*Problem details:* Copies of all lines that contain "Turn" are needed; take them from the data below.

*Given data:*
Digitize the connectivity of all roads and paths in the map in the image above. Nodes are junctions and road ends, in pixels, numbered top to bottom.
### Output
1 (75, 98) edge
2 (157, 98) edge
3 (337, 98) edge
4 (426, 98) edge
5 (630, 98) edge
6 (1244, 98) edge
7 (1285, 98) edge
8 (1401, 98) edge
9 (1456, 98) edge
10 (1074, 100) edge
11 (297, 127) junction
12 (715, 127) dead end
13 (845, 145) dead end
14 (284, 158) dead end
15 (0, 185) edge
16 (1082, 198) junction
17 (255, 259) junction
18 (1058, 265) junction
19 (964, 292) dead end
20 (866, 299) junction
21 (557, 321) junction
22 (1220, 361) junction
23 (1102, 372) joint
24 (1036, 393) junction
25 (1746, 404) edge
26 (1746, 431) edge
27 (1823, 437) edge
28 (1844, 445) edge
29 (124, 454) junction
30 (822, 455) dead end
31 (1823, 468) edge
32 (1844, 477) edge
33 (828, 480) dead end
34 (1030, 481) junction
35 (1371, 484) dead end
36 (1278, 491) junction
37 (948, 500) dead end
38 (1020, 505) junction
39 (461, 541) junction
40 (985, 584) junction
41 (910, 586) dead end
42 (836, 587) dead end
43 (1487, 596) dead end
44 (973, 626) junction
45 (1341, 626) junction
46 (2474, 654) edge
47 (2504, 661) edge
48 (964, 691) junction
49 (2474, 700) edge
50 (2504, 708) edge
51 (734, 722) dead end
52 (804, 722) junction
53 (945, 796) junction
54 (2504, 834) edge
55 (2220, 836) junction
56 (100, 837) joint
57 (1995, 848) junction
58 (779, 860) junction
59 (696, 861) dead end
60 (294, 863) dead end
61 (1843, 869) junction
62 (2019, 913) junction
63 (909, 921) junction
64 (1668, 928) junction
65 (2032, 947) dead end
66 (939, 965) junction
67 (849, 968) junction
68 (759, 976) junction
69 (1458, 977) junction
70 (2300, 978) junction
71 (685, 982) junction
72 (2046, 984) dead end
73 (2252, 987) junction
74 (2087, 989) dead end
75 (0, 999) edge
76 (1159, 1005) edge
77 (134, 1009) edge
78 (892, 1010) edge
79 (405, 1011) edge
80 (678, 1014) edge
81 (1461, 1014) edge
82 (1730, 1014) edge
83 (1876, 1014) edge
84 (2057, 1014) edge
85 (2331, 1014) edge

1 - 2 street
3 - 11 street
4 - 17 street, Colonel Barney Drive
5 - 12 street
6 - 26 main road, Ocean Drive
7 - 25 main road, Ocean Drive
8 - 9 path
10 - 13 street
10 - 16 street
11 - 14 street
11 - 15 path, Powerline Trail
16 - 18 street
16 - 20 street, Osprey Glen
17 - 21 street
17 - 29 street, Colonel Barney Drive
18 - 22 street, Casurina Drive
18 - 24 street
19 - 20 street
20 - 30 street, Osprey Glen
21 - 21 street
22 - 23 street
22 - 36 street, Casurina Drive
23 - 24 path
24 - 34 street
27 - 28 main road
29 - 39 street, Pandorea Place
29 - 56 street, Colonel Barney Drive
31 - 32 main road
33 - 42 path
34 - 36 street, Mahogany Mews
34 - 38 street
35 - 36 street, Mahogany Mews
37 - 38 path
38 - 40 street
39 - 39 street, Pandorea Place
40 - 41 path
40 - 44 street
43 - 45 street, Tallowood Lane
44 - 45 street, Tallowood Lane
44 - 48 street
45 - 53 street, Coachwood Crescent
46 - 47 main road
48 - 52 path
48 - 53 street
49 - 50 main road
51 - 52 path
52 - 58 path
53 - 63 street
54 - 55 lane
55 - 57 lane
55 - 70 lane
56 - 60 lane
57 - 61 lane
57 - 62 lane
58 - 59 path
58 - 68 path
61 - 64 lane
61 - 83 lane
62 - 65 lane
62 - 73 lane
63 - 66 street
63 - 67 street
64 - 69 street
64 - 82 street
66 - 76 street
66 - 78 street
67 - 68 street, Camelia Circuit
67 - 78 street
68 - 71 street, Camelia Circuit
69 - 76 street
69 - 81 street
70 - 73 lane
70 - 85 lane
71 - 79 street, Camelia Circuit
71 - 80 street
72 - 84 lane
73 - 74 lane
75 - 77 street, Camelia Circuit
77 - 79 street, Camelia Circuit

...

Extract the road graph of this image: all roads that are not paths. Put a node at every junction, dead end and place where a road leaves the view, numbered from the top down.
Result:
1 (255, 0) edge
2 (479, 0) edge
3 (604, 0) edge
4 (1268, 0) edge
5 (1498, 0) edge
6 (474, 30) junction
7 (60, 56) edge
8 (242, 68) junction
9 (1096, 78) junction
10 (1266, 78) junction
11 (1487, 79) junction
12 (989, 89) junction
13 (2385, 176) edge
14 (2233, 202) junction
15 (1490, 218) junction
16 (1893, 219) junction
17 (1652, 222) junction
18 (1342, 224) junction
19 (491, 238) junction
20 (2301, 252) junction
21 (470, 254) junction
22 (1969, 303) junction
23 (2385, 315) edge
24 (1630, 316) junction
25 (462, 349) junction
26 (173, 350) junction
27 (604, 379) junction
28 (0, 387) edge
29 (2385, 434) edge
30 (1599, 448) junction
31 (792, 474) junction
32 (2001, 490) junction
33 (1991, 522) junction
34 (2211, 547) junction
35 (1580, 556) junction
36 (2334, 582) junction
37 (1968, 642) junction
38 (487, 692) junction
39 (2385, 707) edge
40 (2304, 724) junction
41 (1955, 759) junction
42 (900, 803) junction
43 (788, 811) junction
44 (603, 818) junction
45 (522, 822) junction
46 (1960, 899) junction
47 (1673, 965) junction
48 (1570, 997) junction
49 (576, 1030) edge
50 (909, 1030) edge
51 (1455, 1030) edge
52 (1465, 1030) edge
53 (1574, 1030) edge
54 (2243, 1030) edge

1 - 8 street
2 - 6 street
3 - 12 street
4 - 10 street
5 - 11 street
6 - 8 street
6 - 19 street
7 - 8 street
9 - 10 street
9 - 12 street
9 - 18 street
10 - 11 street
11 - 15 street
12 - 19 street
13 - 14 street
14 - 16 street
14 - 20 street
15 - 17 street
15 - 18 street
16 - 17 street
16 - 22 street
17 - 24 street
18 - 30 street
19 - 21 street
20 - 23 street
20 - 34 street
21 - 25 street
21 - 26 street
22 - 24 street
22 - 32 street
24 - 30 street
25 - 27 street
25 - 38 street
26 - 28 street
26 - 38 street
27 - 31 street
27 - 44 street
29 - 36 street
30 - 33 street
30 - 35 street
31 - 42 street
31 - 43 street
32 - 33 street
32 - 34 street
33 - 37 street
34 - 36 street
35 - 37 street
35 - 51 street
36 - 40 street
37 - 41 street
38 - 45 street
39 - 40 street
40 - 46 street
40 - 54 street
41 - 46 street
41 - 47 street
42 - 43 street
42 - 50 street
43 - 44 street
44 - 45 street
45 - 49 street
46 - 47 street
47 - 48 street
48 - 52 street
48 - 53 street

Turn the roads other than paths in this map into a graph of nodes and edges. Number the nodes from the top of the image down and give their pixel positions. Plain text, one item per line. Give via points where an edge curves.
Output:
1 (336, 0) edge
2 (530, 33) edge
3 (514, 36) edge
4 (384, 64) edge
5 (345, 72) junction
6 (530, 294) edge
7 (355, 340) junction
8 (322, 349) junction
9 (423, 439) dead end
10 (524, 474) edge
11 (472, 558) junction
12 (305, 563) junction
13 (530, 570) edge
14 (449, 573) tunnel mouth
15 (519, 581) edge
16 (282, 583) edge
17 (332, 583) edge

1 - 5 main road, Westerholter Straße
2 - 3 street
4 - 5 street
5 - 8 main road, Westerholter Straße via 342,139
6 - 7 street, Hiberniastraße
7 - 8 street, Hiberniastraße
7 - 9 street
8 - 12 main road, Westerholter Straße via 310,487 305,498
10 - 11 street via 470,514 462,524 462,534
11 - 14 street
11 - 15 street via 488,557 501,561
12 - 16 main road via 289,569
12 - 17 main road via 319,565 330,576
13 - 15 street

==

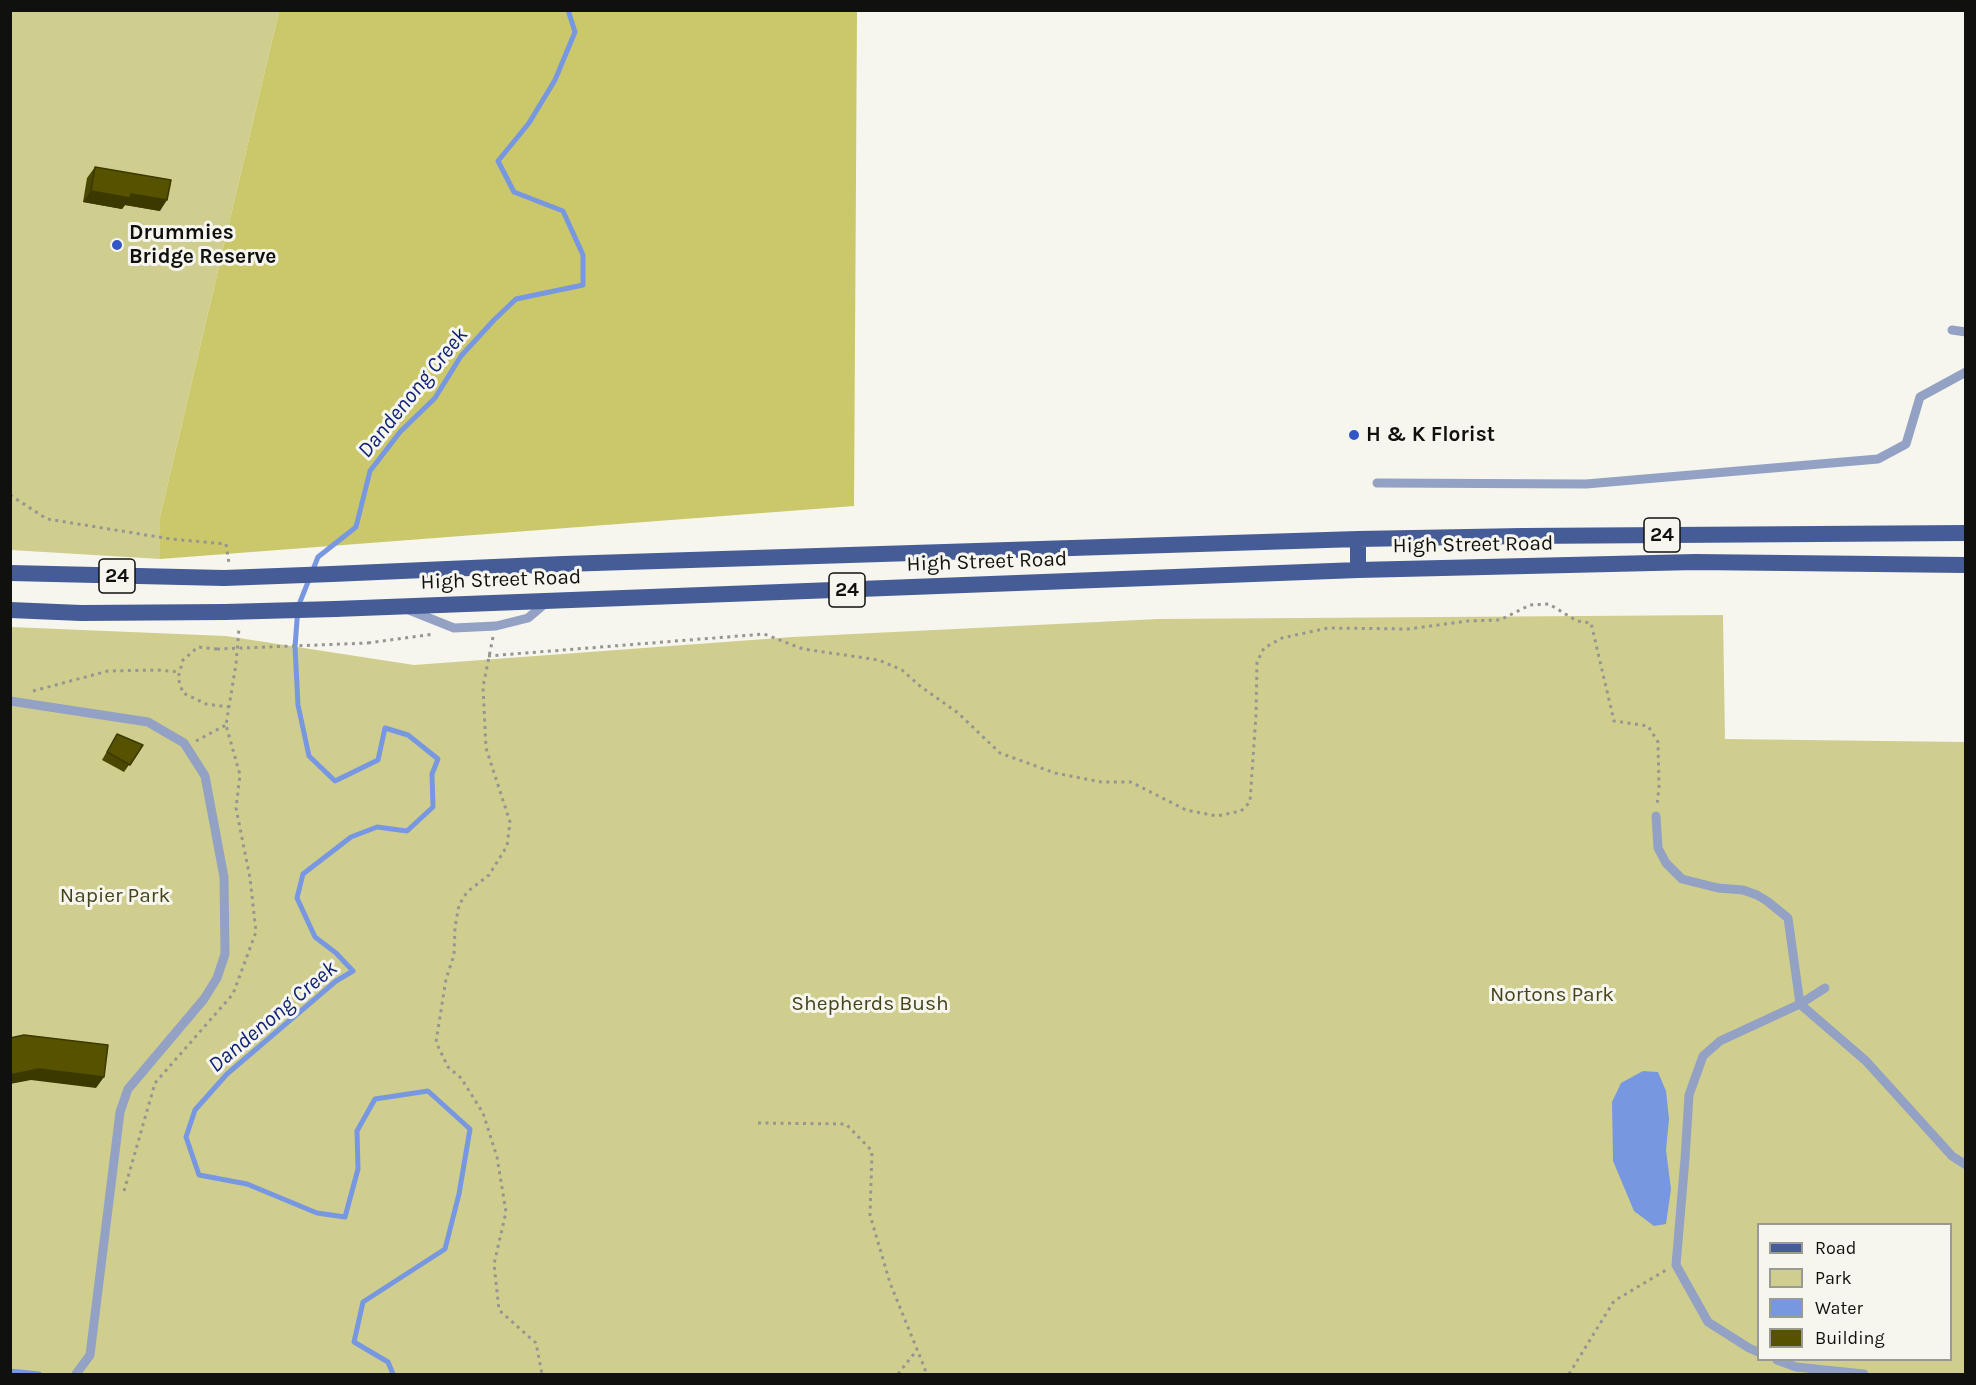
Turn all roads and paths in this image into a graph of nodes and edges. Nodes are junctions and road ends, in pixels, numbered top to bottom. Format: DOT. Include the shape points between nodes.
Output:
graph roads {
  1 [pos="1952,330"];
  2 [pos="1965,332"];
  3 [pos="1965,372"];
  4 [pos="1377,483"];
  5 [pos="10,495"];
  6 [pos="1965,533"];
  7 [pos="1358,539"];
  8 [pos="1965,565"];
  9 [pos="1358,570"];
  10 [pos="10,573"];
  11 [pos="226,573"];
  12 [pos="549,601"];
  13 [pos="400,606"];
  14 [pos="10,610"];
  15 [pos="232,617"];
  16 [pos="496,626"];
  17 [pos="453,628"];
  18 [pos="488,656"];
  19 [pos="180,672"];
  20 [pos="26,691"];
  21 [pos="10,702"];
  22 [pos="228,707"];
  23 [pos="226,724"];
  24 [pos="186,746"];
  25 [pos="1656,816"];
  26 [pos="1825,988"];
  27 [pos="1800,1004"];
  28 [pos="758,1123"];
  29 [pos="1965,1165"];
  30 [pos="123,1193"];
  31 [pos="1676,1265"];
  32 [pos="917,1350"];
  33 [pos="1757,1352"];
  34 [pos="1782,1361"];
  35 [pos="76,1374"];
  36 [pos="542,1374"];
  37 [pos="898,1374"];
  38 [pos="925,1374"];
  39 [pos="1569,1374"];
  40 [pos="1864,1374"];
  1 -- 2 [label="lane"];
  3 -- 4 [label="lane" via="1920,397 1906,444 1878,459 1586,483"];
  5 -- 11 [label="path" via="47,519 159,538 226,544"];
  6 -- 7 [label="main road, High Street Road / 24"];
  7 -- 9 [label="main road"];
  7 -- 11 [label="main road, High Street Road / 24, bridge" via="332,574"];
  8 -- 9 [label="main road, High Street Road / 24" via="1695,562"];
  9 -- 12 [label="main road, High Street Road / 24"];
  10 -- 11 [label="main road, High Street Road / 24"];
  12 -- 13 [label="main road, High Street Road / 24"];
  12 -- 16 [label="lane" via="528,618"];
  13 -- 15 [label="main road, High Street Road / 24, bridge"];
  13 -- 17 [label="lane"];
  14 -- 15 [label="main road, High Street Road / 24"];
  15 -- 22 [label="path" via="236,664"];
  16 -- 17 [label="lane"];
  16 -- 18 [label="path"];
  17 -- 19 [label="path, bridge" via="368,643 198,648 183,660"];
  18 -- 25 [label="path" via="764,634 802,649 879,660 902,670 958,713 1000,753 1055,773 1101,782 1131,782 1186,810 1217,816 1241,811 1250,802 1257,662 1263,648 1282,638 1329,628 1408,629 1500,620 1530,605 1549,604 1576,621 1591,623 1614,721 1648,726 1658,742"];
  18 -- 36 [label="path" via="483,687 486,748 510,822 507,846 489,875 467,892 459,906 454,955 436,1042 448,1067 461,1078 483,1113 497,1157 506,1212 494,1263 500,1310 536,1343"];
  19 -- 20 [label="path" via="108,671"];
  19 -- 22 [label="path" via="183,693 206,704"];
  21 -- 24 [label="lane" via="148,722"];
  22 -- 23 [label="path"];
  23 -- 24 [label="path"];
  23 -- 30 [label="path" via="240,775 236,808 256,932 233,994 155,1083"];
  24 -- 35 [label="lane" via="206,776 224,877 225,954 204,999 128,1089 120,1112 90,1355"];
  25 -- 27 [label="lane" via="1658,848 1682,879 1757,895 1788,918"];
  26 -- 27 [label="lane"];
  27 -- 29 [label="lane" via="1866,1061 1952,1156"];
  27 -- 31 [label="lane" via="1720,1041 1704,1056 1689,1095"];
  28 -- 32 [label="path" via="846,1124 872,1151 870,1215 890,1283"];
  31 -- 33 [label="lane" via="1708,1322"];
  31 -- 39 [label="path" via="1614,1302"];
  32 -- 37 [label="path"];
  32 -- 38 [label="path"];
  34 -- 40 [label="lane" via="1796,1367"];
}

*Exercise solution:*
Turn the roads other than paths in this map into a graph of nodes and edges. Number the nodes from the top of the image down and give their pixel positions. Plain text, one item per line. Give via points where an edge curves.
Turn all roads and paths in this image into a graph of nodes and edges. Nodes are junctions and road ends, in pixels, numbered top to bottom. Format: DOT. Include the shape points between nodes.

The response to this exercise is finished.